Exercise description — Keep only the lines from the start of the data through the line containing "0 2009 translate 1 -1 scale", and output them exactly.
Segment Start: Material provided
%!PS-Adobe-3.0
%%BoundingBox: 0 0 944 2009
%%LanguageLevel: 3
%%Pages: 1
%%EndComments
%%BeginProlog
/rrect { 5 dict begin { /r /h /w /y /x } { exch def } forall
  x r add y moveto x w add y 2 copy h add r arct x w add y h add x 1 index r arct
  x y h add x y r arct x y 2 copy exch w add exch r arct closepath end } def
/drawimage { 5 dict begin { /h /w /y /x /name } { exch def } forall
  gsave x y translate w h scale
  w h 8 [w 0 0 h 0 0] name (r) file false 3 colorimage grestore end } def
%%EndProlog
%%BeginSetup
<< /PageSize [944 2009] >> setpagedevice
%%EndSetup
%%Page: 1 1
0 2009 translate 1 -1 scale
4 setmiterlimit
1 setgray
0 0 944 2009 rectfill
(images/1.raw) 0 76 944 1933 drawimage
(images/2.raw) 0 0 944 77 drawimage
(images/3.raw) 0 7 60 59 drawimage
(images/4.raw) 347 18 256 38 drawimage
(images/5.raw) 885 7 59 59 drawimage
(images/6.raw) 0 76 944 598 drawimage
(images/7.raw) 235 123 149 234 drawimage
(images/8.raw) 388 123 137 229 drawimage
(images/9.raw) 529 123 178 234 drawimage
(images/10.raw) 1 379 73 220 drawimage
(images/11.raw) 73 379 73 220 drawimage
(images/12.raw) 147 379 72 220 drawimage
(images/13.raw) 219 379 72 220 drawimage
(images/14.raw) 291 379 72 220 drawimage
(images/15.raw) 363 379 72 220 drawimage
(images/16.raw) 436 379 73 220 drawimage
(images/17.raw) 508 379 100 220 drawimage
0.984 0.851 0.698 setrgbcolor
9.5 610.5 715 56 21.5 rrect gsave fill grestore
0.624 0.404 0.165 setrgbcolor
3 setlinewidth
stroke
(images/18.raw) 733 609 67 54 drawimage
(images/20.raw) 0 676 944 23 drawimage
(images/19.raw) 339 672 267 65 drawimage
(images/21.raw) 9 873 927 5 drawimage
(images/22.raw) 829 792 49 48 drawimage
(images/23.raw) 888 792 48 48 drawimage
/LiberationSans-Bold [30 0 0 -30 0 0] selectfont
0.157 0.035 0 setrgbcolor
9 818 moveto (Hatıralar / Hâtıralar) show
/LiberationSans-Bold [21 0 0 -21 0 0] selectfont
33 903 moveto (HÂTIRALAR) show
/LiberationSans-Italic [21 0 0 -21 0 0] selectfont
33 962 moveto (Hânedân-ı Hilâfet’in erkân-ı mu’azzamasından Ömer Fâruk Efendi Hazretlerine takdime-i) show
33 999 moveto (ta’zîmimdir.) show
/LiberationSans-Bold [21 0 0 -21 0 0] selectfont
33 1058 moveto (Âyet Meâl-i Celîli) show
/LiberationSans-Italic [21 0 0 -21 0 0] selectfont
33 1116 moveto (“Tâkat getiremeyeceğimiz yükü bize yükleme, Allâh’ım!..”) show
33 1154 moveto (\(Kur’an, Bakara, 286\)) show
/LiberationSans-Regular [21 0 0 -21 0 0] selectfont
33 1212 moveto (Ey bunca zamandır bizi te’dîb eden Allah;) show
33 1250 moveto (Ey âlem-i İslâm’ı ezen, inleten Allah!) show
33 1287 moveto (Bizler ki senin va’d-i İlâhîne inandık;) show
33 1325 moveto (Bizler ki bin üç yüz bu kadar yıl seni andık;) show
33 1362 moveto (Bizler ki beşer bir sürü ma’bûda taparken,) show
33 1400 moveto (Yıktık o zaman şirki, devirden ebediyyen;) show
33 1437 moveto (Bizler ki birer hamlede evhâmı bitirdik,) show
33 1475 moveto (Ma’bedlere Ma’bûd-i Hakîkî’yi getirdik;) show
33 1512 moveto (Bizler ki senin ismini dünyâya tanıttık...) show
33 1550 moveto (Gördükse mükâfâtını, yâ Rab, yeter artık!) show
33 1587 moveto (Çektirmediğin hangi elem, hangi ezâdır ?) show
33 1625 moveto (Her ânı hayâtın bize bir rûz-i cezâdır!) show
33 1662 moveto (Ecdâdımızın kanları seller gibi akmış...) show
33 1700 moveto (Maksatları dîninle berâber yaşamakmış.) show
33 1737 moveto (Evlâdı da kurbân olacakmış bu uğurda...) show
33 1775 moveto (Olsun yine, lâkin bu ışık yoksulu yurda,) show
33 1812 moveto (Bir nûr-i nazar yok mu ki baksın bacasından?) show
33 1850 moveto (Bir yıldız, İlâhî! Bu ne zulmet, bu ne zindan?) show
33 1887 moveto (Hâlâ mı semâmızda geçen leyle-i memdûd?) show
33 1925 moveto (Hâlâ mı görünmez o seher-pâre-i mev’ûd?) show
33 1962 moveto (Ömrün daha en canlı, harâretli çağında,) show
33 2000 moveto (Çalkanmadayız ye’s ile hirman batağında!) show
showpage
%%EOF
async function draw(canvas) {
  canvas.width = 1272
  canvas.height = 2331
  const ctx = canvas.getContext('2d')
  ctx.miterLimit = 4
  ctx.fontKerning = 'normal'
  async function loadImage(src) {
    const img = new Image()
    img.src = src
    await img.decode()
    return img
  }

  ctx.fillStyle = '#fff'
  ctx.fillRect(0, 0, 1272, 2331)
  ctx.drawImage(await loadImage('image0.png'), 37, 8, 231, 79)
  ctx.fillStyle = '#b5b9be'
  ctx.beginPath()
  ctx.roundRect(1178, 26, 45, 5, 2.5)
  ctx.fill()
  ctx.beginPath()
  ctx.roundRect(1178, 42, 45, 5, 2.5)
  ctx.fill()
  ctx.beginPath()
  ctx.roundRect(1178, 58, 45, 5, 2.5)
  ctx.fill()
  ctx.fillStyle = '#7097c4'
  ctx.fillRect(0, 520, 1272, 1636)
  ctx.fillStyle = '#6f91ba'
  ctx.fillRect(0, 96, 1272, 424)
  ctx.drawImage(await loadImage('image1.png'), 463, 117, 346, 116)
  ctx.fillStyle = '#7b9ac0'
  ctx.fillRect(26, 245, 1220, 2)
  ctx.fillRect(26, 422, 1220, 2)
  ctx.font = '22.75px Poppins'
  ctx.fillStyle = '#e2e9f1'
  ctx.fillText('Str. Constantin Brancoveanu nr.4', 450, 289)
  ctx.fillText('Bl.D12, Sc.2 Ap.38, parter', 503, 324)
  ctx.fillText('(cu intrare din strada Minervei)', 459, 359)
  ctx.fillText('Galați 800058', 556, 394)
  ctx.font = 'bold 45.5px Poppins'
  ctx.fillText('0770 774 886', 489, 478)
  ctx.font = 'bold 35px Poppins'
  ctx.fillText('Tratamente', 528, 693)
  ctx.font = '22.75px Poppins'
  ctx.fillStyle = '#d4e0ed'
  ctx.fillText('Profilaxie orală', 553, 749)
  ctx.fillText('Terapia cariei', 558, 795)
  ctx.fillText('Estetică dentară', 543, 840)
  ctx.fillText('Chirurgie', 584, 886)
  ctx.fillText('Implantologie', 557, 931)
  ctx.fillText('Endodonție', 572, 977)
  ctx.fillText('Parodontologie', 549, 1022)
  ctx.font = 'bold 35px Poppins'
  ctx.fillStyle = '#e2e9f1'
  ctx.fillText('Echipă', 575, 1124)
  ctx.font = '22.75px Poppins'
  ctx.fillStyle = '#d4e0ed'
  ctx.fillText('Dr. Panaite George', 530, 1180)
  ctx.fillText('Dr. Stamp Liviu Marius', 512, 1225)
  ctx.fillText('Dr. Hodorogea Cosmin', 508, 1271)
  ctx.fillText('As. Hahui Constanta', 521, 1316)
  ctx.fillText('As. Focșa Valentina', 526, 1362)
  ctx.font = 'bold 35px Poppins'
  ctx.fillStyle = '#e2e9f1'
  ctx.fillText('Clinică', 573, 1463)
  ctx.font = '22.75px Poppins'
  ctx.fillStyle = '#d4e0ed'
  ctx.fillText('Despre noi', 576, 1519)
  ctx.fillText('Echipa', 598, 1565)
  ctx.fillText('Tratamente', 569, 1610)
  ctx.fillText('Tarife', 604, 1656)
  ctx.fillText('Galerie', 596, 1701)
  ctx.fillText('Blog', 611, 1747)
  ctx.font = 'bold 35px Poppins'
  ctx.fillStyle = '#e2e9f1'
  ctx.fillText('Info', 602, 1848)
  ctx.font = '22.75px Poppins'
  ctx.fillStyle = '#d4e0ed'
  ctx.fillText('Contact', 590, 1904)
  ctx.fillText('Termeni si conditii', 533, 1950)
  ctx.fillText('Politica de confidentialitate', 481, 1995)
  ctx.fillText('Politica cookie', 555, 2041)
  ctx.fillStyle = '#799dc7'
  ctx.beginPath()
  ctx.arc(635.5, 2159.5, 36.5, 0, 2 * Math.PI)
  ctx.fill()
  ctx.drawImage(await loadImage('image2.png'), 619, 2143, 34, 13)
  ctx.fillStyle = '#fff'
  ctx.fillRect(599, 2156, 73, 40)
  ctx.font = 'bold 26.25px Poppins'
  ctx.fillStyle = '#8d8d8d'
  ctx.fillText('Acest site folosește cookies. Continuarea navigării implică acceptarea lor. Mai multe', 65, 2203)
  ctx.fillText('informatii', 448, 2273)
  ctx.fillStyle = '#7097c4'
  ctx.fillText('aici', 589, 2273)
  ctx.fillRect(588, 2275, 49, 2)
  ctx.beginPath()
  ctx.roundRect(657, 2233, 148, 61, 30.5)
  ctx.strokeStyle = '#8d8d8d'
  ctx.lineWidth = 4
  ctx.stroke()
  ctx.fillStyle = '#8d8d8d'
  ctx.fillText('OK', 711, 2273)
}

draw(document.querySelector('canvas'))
Segment End: Material provided
Solution to this problem —
%!PS-Adobe-3.0
%%BoundingBox: 0 0 944 2009
%%LanguageLevel: 3
%%Pages: 1
%%EndComments
%%BeginProlog
/rrect { 5 dict begin { /r /h /w /y /x } { exch def } forall
  x r add y moveto x w add y 2 copy h add r arct x w add y h add x 1 index r arct
  x y h add x y r arct x y 2 copy exch w add exch r arct closepath end } def
/drawimage { 5 dict begin { /h /w /y /x /name } { exch def } forall
  gsave x y translate w h scale
  w h 8 [w 0 0 h 0 0] name (r) file false 3 colorimage grestore end } def
%%EndProlog
%%BeginSetup
<< /PageSize [944 2009] >> setpagedevice
%%EndSetup
%%Page: 1 1
0 2009 translate 1 -1 scale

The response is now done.